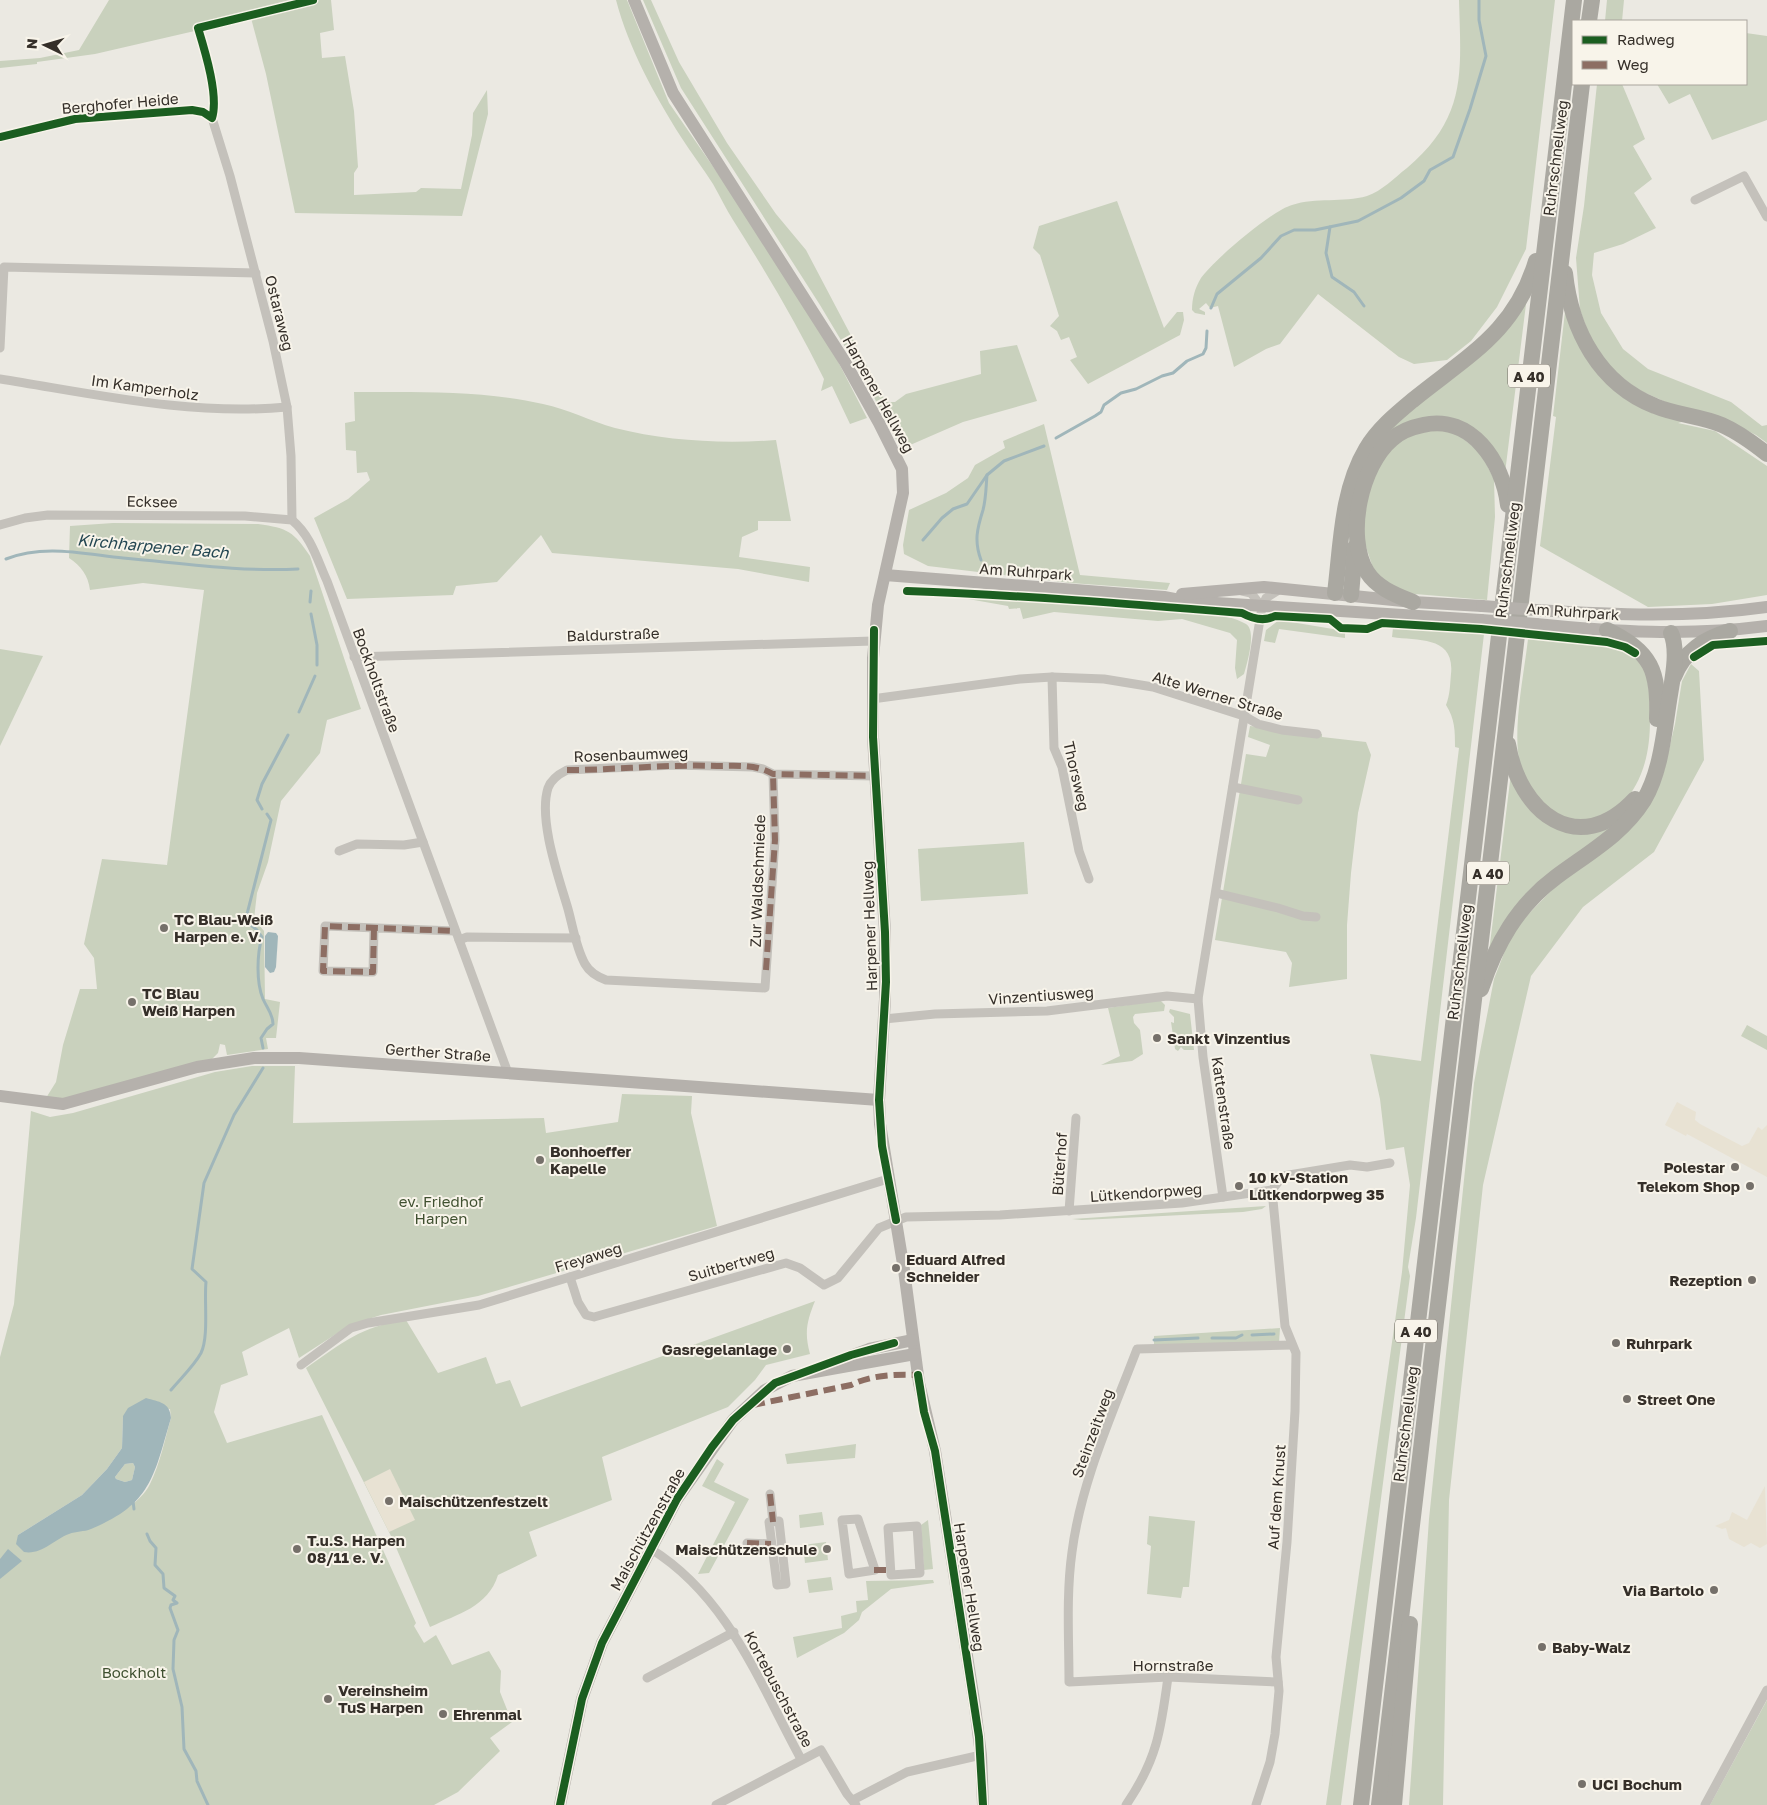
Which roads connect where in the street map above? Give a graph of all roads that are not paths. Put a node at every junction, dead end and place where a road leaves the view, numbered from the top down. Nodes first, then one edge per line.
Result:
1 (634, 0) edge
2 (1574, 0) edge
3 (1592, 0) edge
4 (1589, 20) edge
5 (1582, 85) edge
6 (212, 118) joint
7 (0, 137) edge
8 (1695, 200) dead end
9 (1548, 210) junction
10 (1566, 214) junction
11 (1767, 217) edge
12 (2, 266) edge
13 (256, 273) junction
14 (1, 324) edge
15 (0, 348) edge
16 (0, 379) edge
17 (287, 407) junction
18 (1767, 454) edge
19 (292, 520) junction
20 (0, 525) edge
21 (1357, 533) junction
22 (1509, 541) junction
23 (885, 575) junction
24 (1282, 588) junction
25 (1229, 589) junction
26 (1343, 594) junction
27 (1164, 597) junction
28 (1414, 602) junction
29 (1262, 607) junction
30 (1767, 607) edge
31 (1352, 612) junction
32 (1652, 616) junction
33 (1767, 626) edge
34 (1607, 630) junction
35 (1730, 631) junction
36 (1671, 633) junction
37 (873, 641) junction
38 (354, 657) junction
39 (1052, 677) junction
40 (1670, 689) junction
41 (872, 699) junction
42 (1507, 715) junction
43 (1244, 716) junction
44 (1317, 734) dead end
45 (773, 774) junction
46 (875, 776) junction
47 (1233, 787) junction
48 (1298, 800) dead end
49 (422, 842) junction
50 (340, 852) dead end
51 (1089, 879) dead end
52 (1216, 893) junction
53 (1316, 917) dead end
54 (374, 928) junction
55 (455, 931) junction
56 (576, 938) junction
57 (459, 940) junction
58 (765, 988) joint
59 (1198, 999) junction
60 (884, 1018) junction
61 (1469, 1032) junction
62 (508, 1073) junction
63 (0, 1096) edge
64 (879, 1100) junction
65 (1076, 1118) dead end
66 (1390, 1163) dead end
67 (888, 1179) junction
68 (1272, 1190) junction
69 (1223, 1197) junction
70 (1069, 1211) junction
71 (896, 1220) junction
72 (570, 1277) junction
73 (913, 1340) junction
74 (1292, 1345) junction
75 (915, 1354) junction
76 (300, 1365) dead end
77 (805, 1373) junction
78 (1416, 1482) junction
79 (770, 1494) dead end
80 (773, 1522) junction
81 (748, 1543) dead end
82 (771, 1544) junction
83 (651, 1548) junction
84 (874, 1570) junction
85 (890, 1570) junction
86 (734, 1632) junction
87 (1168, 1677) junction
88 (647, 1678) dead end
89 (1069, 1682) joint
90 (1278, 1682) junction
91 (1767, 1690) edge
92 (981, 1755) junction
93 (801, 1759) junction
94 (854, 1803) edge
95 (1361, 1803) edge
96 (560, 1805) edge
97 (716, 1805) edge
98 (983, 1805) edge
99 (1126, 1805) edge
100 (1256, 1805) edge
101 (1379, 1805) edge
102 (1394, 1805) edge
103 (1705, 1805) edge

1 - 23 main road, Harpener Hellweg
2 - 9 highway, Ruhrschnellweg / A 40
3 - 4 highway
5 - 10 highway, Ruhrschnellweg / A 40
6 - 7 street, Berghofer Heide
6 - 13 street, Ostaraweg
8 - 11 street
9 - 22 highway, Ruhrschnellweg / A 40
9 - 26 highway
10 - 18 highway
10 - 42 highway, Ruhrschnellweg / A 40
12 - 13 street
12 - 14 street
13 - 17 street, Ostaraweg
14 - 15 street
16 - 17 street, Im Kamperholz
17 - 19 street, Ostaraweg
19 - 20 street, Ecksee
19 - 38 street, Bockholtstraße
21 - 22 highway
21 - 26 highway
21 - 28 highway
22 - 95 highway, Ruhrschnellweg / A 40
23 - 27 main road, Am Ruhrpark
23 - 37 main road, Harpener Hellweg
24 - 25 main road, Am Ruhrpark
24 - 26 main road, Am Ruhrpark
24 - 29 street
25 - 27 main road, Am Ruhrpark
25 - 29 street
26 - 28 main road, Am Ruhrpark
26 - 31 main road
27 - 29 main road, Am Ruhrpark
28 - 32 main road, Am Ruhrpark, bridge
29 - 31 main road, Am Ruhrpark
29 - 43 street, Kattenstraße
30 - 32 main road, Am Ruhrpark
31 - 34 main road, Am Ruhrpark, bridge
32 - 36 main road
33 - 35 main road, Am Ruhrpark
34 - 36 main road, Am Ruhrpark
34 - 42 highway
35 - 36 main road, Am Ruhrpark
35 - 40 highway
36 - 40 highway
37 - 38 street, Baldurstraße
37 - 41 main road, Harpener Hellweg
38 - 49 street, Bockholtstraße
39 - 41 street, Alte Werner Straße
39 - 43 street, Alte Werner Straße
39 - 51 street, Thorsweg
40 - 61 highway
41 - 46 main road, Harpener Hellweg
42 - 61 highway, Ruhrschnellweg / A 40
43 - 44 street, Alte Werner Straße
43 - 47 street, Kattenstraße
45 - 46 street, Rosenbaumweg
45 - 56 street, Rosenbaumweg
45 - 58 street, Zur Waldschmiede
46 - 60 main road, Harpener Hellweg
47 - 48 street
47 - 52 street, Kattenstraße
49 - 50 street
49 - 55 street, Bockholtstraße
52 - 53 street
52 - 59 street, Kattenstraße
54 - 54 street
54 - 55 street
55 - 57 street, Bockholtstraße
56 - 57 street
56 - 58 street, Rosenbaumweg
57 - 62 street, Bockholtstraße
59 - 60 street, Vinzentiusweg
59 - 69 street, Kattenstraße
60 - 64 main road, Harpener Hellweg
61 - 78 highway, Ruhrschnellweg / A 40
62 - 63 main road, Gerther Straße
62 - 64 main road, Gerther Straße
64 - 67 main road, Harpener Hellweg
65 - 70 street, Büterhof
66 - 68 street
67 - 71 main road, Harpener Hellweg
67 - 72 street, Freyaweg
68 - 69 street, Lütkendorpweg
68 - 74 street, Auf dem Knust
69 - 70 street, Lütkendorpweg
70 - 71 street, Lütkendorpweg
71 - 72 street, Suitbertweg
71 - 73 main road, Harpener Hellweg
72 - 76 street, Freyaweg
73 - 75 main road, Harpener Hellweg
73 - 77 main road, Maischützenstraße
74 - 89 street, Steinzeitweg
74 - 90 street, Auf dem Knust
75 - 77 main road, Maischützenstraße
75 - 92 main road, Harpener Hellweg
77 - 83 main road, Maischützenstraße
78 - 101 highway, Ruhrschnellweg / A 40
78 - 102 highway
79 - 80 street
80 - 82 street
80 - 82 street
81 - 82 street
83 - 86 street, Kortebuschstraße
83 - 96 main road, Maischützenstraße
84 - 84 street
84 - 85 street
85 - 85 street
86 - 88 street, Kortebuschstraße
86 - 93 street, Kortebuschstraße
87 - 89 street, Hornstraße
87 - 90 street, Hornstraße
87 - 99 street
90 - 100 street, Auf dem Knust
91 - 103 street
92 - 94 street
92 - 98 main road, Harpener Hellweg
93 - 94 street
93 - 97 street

---

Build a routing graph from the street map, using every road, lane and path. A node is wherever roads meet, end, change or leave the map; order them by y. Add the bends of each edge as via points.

--

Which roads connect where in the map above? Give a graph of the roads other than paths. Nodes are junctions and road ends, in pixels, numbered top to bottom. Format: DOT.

> _Directions for this task_
In the records above, some lines may contain the word "connect"; copy every one of them.

> _Completed task_
Which roads connect where in the street map above? Give a graph of all roads that are not paths. Put a node at every junction, dead end and place where a road leaves the view, numbered from the top down. Nodes first, then one edge per line.
Which roads connect where in the map above? Give a graph of the roads other than paths. Nodes are junctions and road ends, in pixels, numbered top to bottom. Format: DOT.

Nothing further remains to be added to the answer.